ASSIGNED TASK =
Pull every line containing "points" from the data.

[Saved entries]
#####

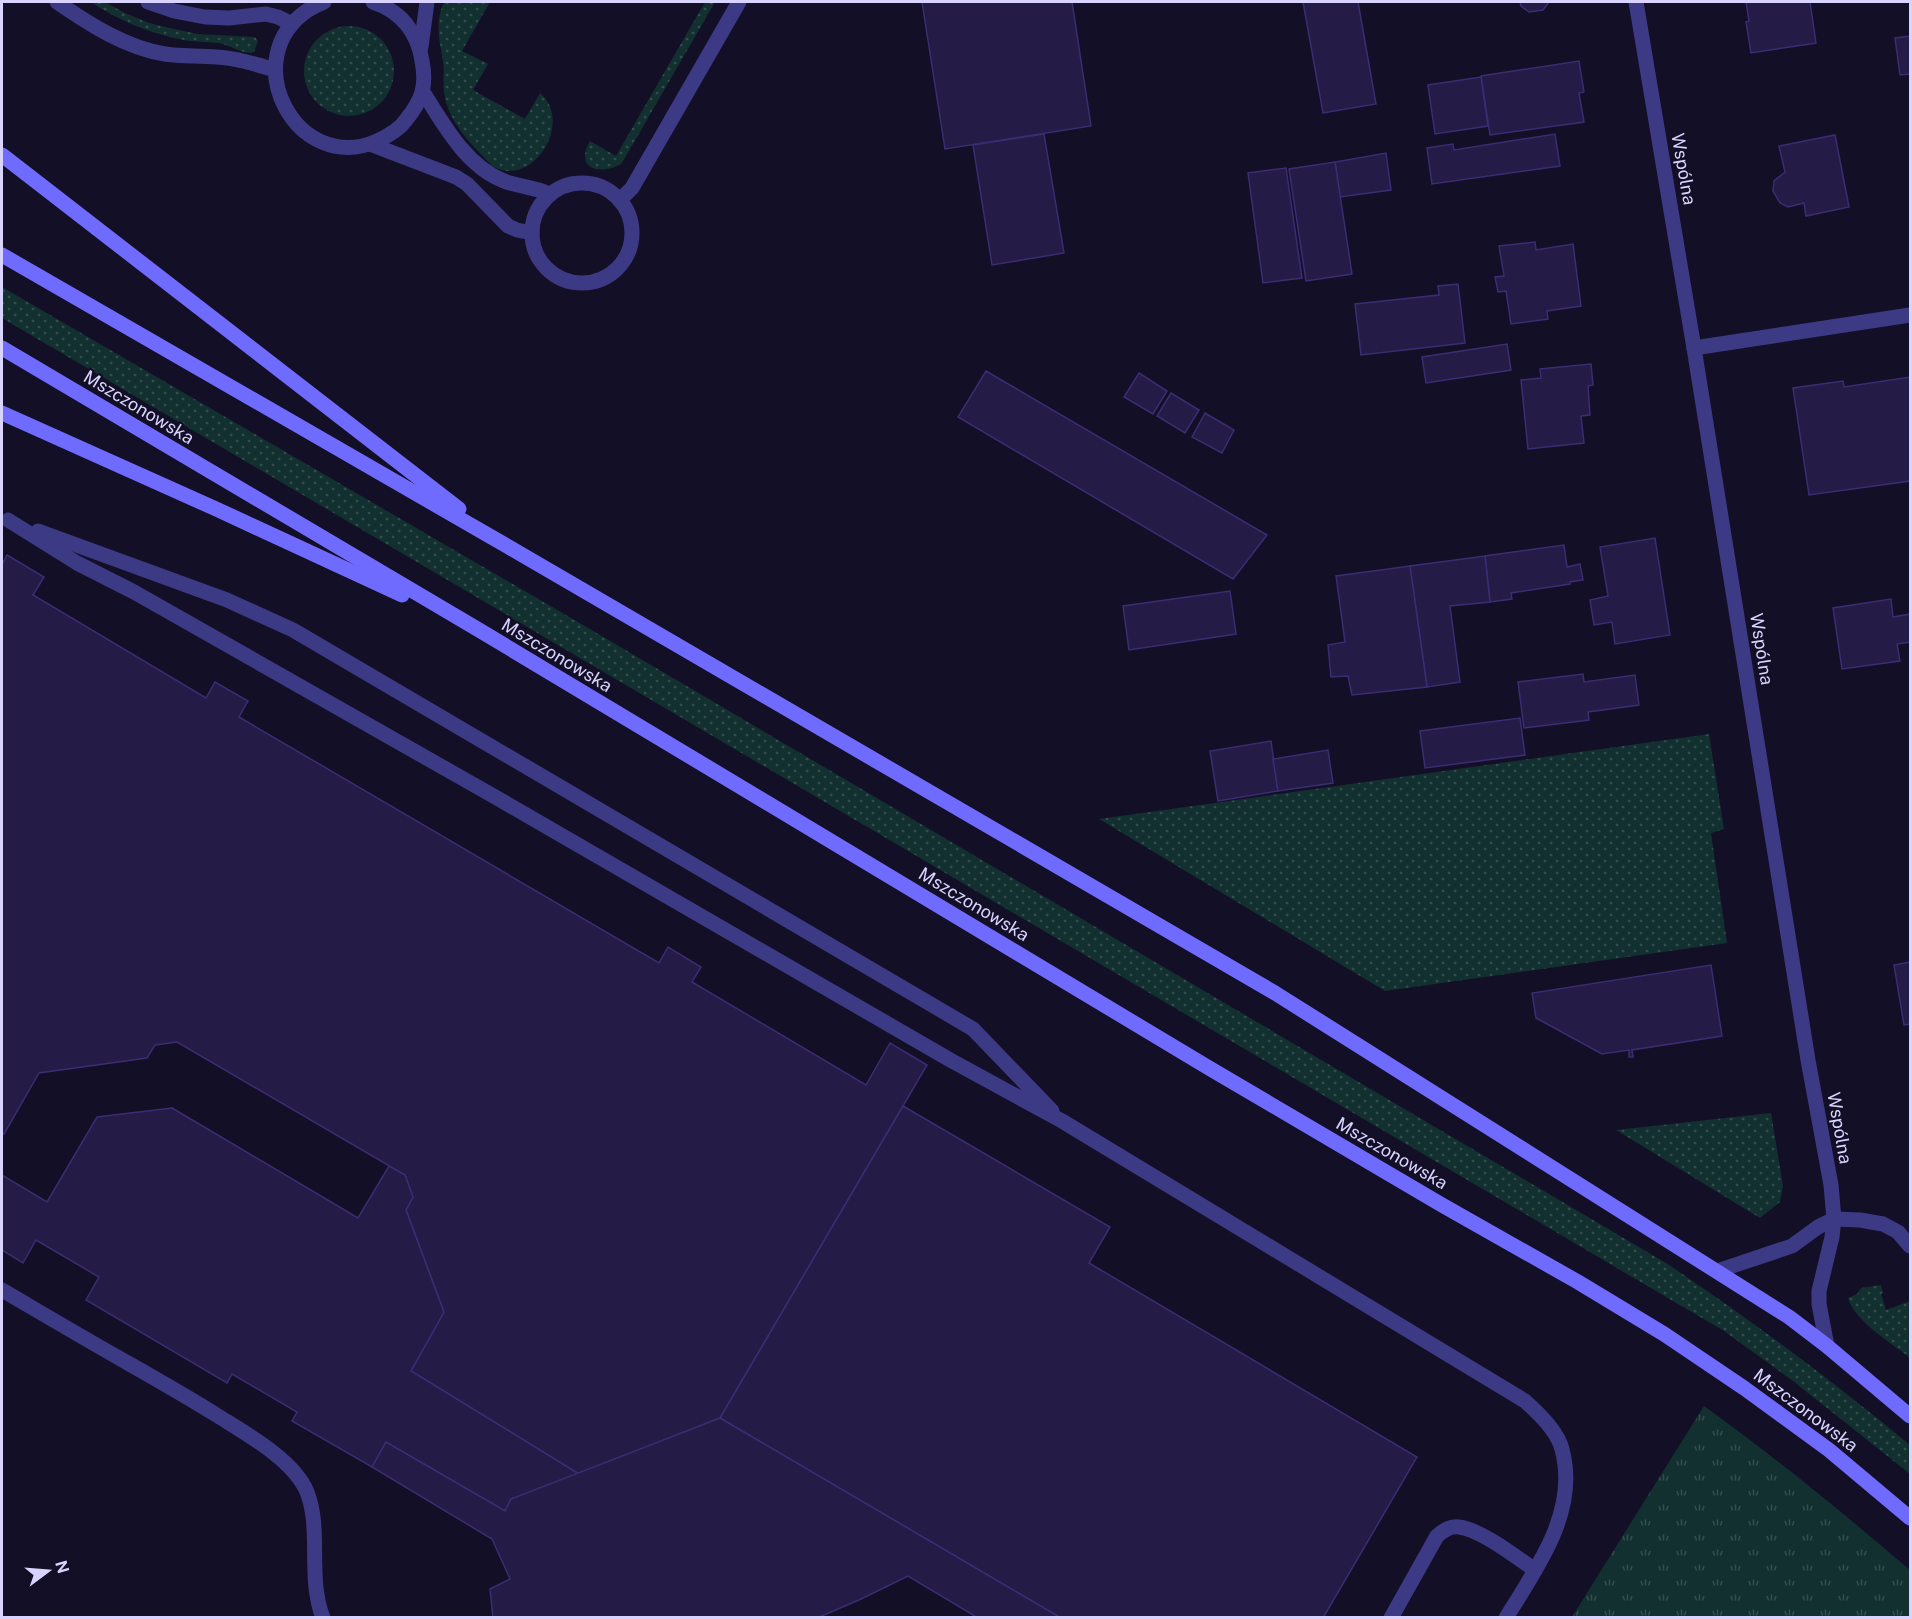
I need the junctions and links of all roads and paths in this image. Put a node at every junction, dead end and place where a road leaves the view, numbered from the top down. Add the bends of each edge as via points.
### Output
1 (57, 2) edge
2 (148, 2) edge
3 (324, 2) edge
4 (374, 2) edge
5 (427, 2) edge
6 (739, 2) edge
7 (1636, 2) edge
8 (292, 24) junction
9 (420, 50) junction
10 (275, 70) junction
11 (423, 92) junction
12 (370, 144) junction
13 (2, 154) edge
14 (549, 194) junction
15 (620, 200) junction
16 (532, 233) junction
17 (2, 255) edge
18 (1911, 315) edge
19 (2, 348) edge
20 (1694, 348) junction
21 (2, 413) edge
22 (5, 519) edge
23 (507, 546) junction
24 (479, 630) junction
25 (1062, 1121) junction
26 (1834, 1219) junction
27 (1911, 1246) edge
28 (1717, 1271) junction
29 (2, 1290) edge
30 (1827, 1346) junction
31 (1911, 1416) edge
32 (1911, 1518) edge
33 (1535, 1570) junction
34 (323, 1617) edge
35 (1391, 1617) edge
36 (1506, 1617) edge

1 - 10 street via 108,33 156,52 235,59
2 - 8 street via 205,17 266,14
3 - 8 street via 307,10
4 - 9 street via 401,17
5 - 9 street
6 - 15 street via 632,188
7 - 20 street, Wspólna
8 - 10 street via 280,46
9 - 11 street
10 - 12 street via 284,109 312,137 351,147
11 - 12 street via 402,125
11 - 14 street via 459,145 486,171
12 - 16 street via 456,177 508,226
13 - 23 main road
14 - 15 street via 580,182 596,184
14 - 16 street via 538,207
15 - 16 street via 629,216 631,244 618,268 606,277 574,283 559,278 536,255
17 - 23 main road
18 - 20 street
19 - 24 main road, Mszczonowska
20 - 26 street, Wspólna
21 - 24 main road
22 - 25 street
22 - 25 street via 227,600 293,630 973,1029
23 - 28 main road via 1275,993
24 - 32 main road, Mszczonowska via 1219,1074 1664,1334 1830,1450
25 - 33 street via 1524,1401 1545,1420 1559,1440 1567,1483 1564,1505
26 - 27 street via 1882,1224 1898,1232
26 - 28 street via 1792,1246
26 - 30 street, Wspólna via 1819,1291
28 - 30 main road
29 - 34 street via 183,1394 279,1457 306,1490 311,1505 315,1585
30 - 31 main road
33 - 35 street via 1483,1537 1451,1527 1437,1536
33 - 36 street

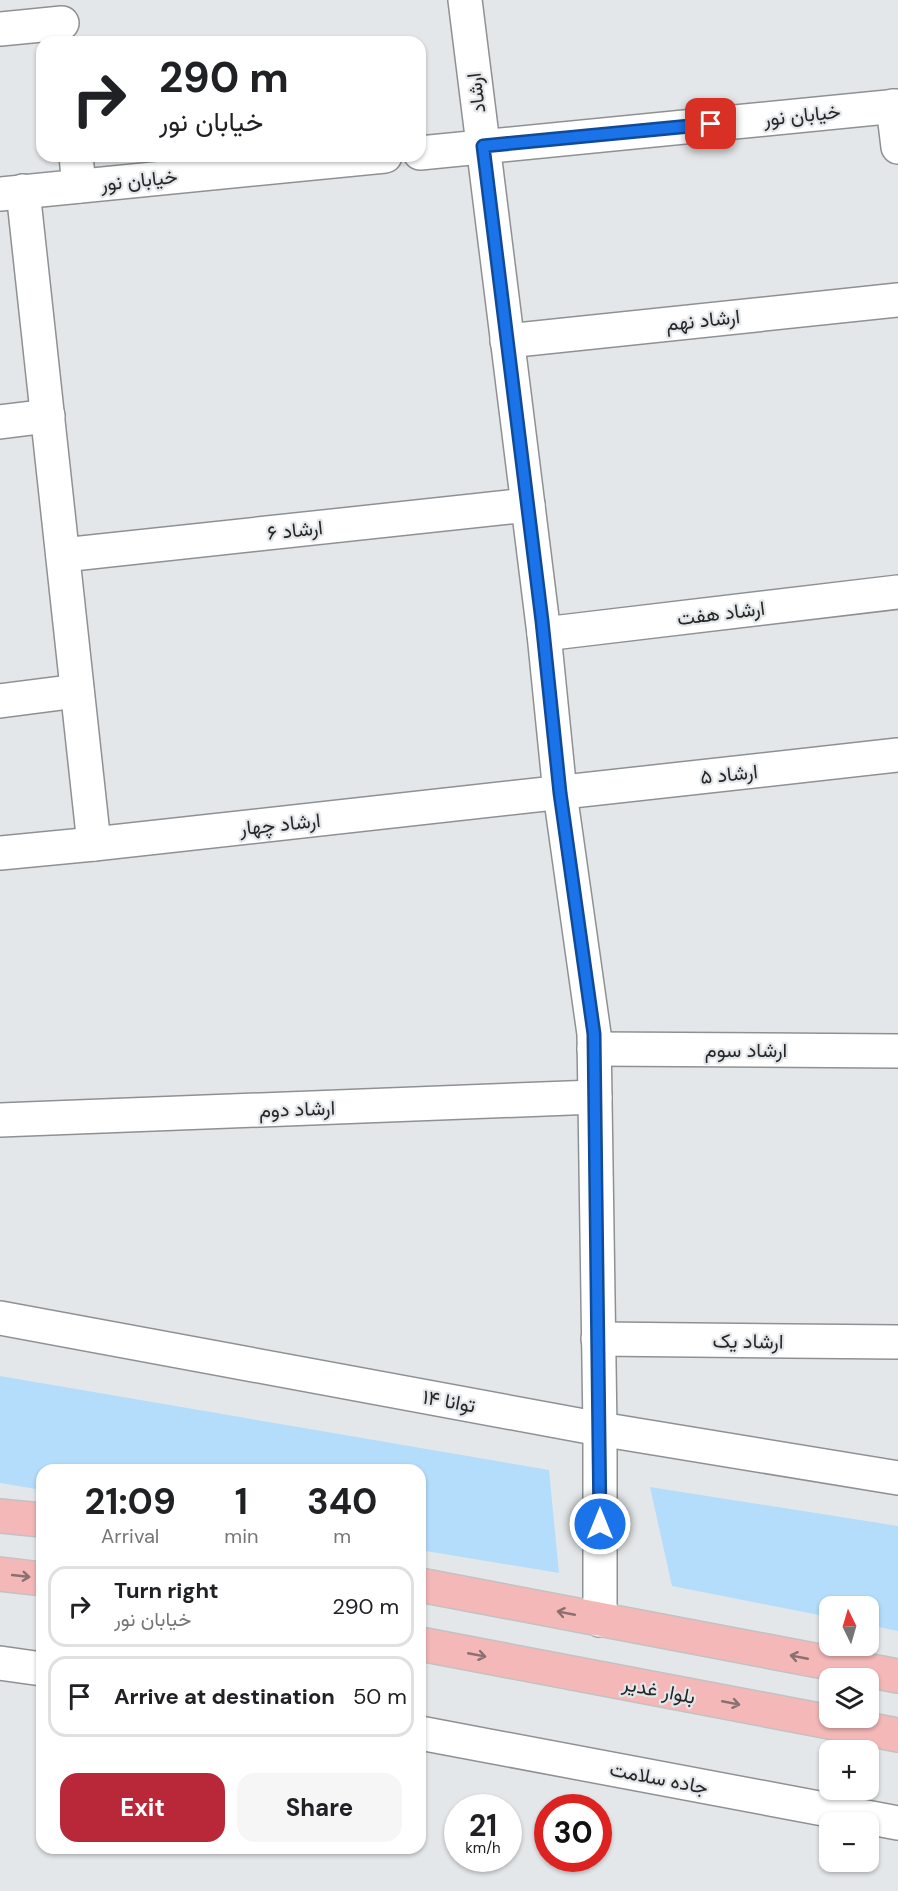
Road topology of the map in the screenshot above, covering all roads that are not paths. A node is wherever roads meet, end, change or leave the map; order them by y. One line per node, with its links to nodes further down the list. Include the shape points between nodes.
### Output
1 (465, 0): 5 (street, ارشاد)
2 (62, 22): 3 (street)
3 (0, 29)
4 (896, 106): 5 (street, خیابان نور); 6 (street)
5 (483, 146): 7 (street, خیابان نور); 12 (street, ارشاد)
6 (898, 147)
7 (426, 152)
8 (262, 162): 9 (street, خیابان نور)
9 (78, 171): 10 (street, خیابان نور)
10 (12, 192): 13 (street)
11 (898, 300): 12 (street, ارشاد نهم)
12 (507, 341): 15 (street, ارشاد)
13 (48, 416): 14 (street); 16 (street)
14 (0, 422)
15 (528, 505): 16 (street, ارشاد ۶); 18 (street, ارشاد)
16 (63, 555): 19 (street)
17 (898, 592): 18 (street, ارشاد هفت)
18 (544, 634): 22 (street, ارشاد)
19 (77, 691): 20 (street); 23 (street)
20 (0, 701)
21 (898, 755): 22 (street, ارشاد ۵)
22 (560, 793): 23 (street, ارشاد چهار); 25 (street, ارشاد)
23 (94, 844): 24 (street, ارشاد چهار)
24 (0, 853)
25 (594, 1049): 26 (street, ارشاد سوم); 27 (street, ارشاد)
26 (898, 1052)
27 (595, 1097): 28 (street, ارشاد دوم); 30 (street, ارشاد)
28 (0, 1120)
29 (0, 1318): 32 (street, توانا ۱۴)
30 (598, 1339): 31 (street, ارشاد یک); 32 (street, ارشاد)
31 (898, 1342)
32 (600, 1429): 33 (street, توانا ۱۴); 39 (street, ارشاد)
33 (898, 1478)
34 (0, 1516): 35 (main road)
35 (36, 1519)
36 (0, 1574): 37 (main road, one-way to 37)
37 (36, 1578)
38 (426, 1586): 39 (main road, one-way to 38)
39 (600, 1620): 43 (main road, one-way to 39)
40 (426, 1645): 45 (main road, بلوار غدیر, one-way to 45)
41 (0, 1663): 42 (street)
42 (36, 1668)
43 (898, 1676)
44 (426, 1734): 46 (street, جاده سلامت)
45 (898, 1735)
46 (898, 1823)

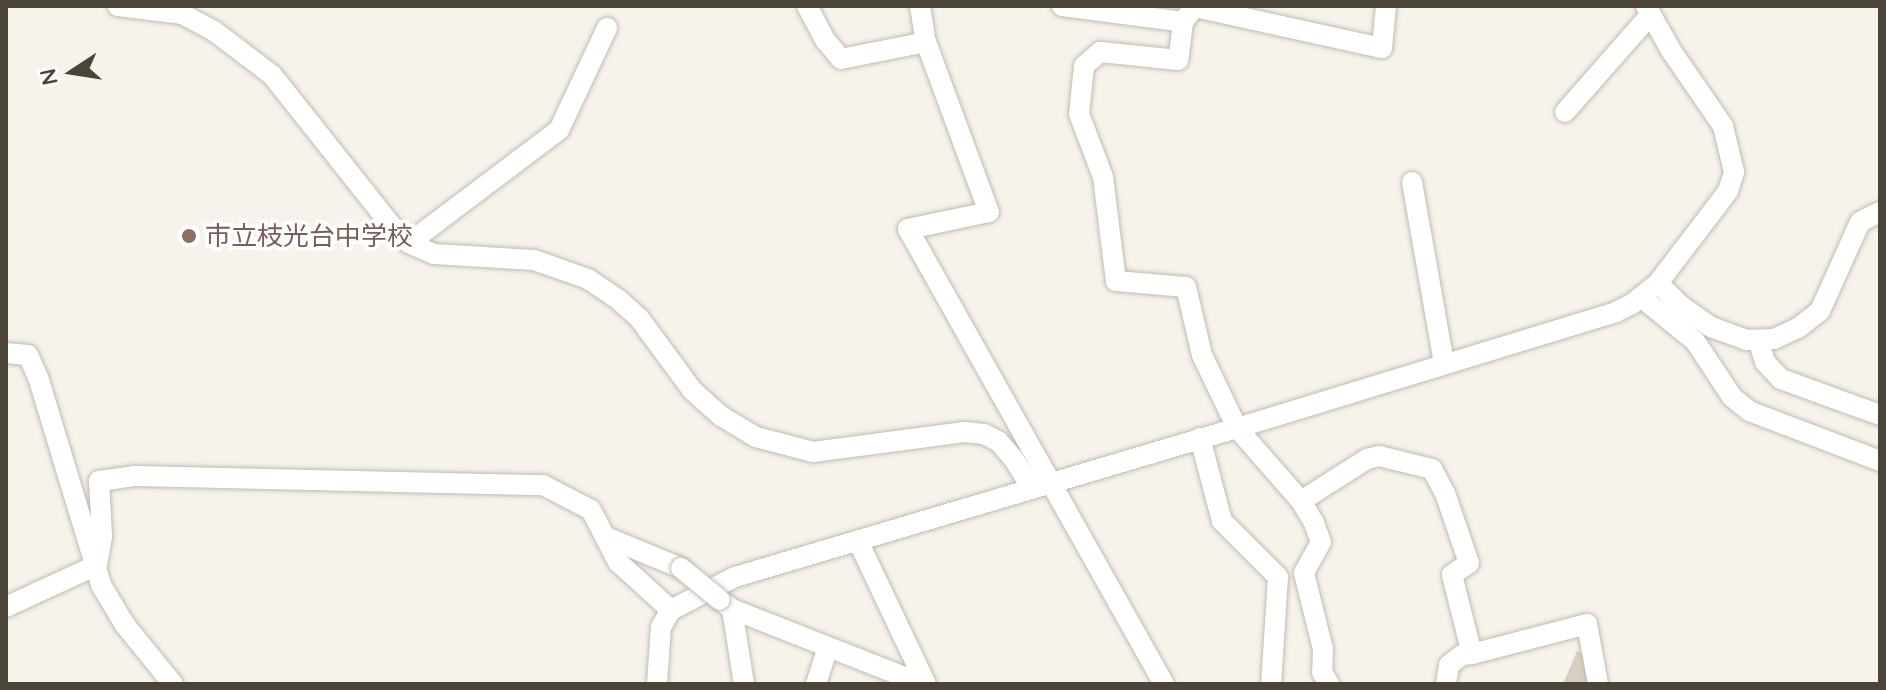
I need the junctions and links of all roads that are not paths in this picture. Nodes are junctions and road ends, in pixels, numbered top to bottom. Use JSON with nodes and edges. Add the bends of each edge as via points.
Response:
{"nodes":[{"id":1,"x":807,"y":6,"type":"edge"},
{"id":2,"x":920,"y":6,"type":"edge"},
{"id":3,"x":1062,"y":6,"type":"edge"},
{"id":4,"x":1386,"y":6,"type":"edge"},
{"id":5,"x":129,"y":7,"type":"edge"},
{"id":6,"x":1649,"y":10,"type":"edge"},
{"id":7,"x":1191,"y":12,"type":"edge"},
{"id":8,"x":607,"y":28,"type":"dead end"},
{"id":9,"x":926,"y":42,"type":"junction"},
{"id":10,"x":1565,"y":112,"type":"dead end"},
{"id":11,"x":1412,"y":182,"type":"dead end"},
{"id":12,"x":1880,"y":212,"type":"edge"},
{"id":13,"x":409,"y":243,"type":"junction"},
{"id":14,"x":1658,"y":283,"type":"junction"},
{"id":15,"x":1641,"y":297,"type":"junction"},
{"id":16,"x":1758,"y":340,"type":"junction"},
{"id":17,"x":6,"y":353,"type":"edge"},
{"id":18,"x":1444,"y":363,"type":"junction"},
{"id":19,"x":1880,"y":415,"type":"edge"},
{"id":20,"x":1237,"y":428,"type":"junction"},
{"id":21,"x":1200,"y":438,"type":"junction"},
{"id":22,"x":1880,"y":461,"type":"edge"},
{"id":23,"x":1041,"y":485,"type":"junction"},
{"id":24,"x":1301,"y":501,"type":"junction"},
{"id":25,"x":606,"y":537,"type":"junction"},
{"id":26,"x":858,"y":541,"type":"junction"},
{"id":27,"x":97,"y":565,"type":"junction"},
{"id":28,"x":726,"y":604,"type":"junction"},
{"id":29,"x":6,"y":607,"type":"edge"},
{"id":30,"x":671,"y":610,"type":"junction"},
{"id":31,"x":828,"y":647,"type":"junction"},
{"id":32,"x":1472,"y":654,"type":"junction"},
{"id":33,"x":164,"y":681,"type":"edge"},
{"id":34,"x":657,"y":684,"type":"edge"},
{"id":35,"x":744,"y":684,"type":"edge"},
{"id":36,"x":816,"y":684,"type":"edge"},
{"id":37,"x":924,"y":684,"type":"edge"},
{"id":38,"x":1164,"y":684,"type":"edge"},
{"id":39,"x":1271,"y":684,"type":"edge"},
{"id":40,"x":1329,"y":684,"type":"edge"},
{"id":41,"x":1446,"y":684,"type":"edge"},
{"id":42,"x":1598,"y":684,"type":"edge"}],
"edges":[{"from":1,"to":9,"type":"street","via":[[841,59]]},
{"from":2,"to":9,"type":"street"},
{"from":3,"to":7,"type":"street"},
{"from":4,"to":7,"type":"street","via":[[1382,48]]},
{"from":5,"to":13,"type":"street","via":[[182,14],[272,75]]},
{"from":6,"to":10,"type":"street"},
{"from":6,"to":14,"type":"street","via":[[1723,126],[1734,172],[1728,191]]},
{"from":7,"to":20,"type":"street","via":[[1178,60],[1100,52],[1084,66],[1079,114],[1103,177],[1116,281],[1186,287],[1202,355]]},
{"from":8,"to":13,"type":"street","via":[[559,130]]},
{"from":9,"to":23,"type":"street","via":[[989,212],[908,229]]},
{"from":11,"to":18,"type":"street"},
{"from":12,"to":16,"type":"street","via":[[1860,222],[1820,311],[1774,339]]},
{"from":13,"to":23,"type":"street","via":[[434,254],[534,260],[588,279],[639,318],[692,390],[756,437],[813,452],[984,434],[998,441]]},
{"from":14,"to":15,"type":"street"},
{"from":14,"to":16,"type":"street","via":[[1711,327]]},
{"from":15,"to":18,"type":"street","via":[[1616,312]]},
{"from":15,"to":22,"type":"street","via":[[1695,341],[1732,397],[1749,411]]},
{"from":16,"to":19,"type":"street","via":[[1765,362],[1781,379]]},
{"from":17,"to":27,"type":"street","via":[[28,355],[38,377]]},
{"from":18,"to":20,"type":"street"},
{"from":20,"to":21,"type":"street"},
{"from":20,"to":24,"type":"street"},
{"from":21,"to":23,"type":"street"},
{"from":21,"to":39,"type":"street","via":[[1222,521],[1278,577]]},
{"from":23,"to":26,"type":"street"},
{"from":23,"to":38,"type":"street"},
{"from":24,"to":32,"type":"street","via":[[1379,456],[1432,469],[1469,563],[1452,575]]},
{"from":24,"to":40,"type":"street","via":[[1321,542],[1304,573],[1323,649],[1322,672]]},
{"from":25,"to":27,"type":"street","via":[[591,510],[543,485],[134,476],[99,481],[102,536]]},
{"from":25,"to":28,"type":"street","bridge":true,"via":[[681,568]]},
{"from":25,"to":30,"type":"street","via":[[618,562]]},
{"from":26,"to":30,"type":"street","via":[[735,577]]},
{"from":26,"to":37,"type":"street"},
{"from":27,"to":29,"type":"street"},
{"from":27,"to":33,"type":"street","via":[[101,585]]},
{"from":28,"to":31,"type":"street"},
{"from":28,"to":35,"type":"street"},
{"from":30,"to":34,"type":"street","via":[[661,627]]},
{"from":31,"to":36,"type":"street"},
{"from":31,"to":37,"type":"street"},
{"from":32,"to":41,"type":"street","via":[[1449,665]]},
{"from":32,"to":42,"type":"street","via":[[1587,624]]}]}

#####

RESPONSE TO THE TASK =
I need the junctions and links of all roads and paths in this image. Put a node at every junction, dead end and place where a road leaves the view, numbered from the top down. Add the bends of each edge as via points.
Road topology of the map in the screenshot above, covering all roads that are not paths. A node is wherever roads meet, end, change or leave the map; order them by y. One line per node, with its links to nodes further down the list. Include the shape points between nodes.
I need the junctions and links of all roads that are not paths in this picture. Nodes are junctions and road ends, in pixels, numbered top to bottom. Use JSON with nodes and edges. Add the bends of each edge as via points.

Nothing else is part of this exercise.